* [To do]:
Using the listing below, report all lines holding the word "pinky".

* [Records supplied]:
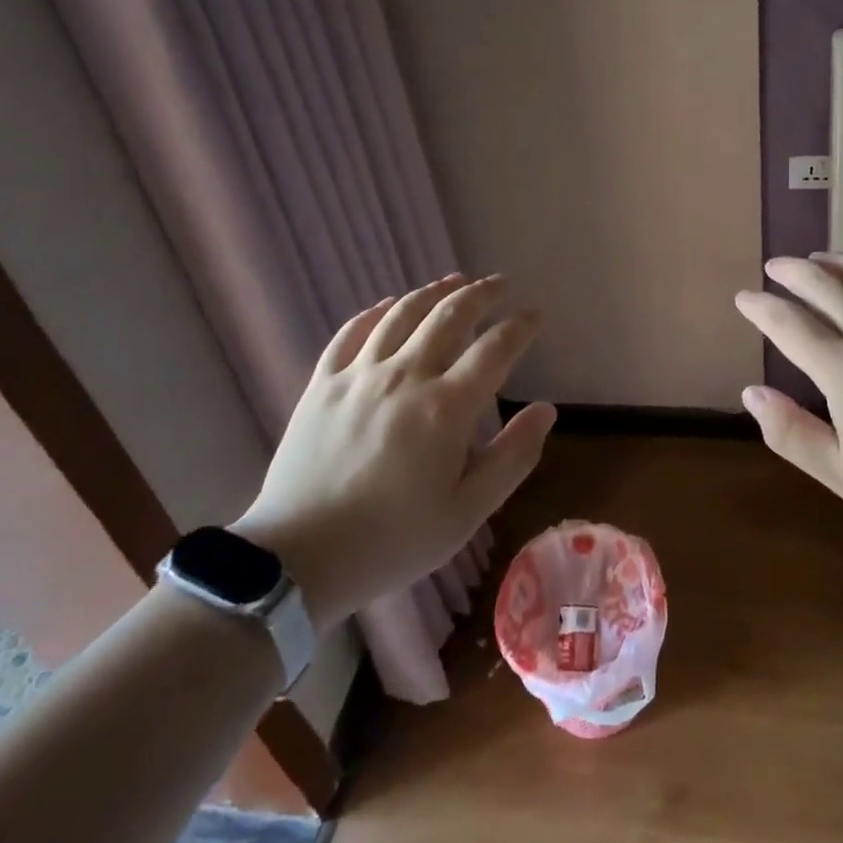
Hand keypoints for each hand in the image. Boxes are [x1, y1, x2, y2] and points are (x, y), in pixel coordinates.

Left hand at [231, 274, 556, 626]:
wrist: (296, 561)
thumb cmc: (392, 540)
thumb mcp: (467, 512)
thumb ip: (513, 456)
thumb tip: (546, 409)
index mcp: (446, 407)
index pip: (495, 348)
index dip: (520, 326)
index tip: (535, 315)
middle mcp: (405, 376)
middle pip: (449, 315)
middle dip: (481, 293)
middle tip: (500, 284)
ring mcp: (359, 375)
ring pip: (402, 314)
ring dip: (434, 292)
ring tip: (453, 281)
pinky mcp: (322, 384)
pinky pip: (351, 332)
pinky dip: (375, 312)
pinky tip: (389, 305)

* [Written reply]:
pinky mcp: (322, 384)
pinky pip: (351, 332)
pinky dip: (375, 312)
pinky tip: (389, 305)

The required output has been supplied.